Measuring event segmentation: An investigation into the stability of event boundary agreement across groups
- PMID: 35441362
- PMCID: PMC9017965
- DOI: 10.3758/s13428-022-01832-5
Measuring event segmentation: An investigation into the stability of event boundary agreement across groups
Abstract
People spontaneously divide everyday experience into smaller units (event segmentation). To measure event segmentation, studies typically ask participants to explicitly mark the boundaries between events as they watch a movie (segmentation task). Their data may then be used to infer how others are likely to segment the same movie.
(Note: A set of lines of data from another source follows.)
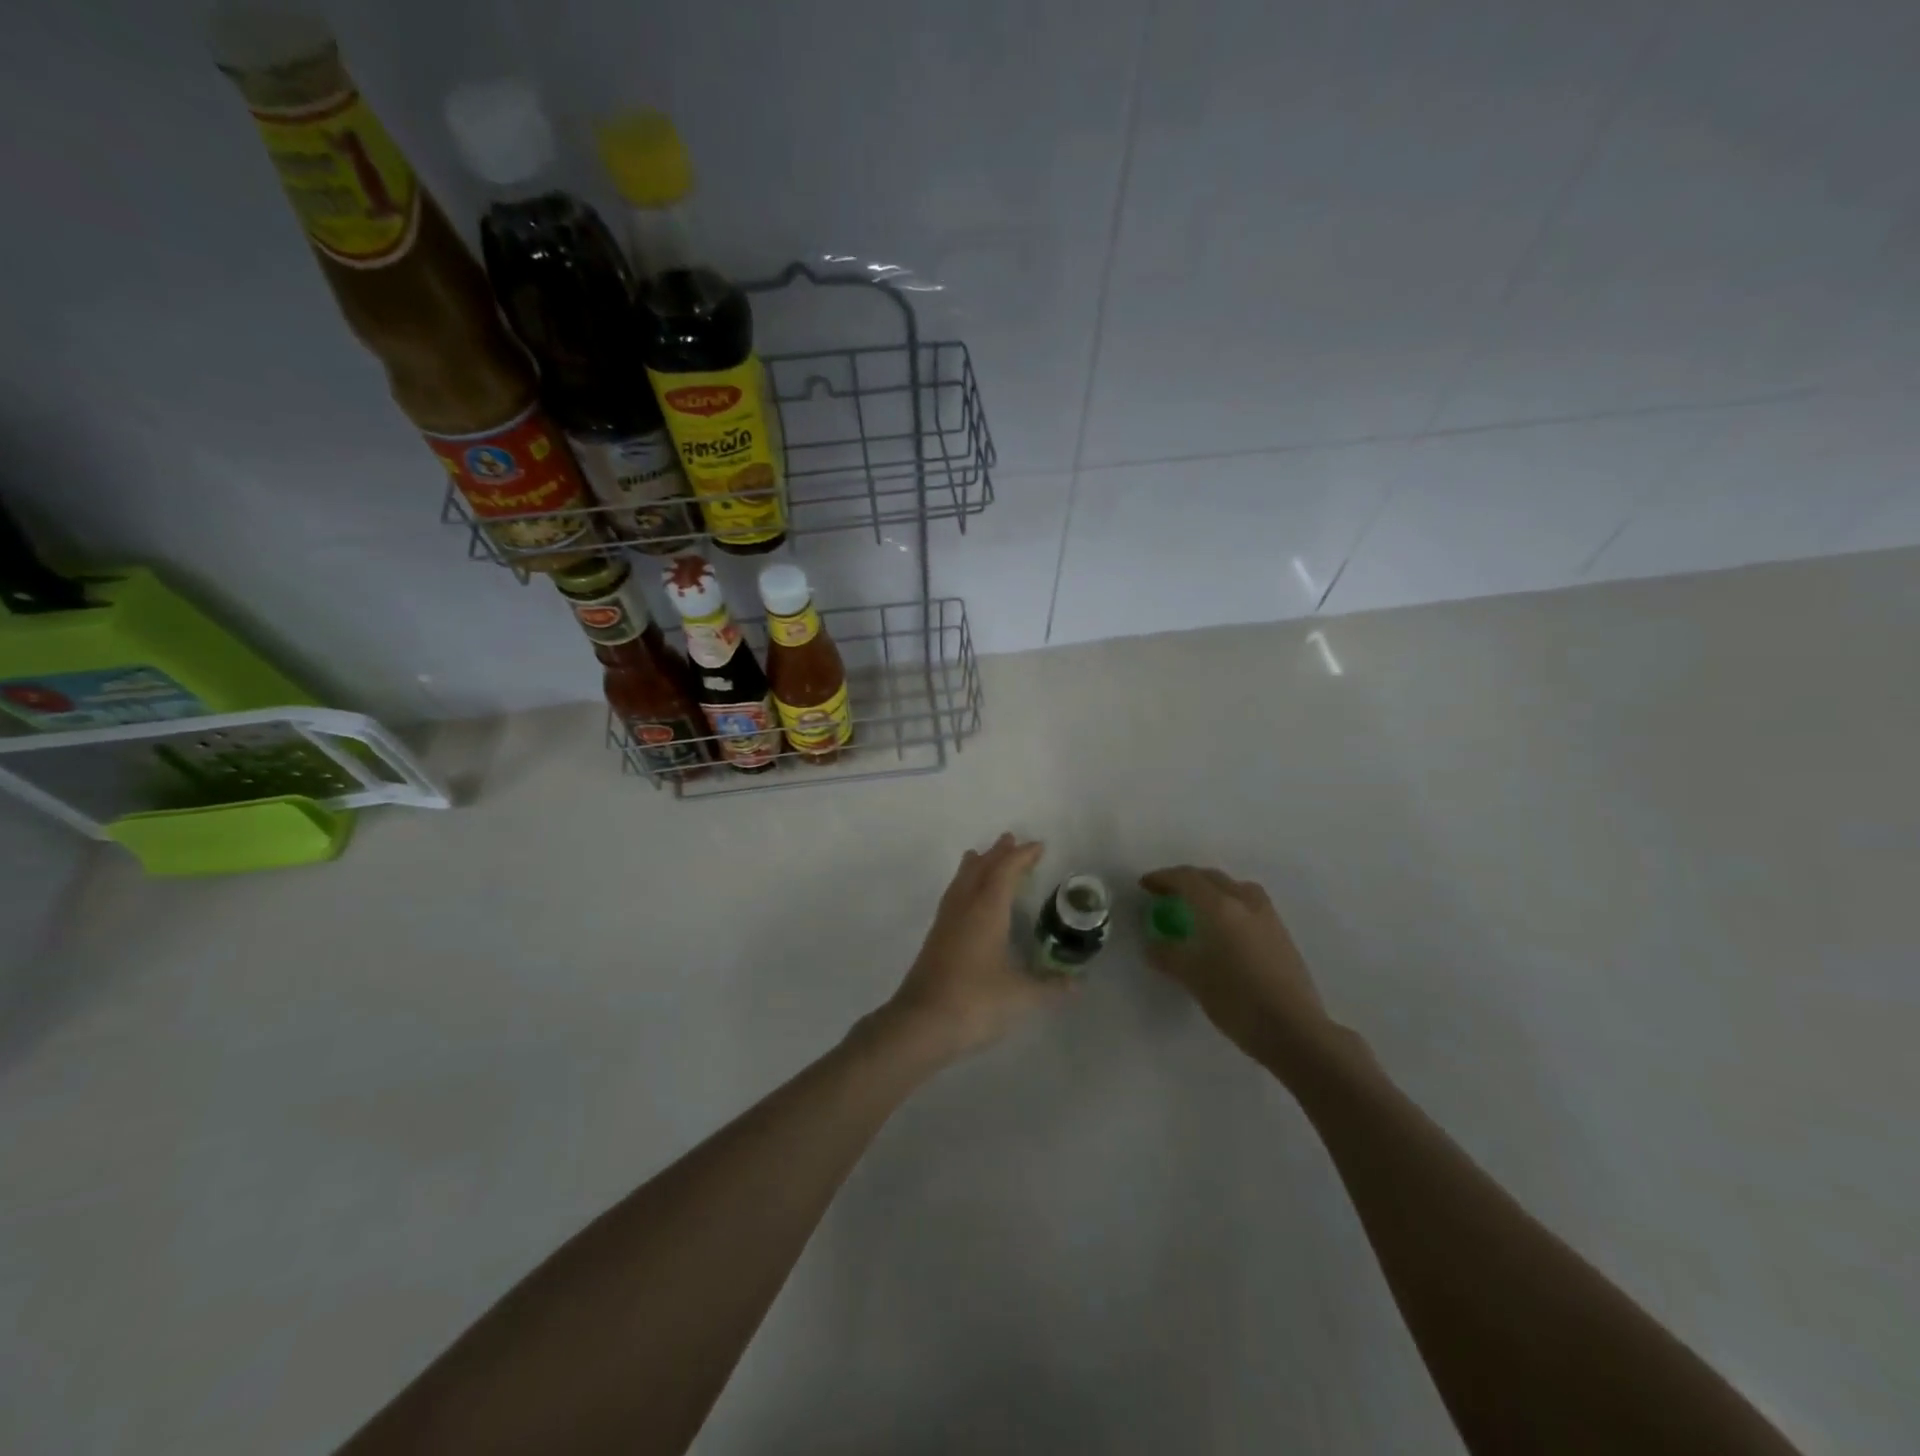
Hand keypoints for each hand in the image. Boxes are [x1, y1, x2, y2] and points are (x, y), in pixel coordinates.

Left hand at [880, 833, 1065, 1064]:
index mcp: (986, 911)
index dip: (1022, 856)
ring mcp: (945, 924)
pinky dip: (964, 886)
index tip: (1038, 846)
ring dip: (975, 866)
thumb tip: (1078, 983)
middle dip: (997, 854)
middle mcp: (963, 909)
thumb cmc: (975, 1002)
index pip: (1005, 871)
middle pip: (979, 869)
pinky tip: (966, 901)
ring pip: (961, 882)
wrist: (920, 1025)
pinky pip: (953, 898)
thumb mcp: (1021, 996)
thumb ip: (1050, 987)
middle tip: (1010, 840)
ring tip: (980, 856)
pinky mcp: (935, 940)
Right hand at [1139, 865, 1338, 1073]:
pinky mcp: (1281, 934)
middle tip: (1166, 894)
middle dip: (1186, 881)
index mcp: (1220, 906)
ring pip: (1235, 888)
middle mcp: (1245, 902)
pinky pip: (1248, 905)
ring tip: (1197, 907)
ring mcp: (1267, 917)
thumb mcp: (1192, 977)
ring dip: (1212, 890)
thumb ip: (1168, 955)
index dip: (1163, 878)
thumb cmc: (1236, 998)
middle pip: (1211, 878)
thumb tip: (1153, 946)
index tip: (1145, 886)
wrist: (1293, 1030)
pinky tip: (1224, 929)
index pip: (1187, 879)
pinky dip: (1230, 904)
However, significant variability in performance across individuals could undermine the ability to generalize across groups, especially as more research moves online. To address this concern, we used several widely employed and novel measures to quantify segmentation agreement across different sized groups (n = 2-32) using data collected on different platforms and movie types (in-lab & commercial film vs. online & everyday activities). All measures captured nonrandom and video-specific boundaries, but with notable between-sample variability. Samples of 6-18 participants were required to reliably detect video-driven segmentation behavior within a single sample. As sample size increased, agreement values improved and eventually stabilized at comparable sample sizes for in-lab & commercial film data and online & everyday activities data. Stabilization occurred at smaller sample sizes when measures reflected (1) agreement between two groups versus agreement between an individual and group, and (2) boundary identification between small (fine-grained) rather than large (coarse-grained) events. These analyses inform the tailoring of sample sizes based on the comparison of interest, materials, and data collection platform. In addition to demonstrating the reliability of online and in-lab segmentation performance at moderate sample sizes, this study supports the use of segmentation data to infer when events are likely to be segmented.
Keywords: Event cognition; Event segmentation; Naturalistic perception; Online data collection; Segmentation agreement.
© 2022. The Psychonomic Society, Inc.
Conflict of interest statement
The authors have no conflicts of interest to declare.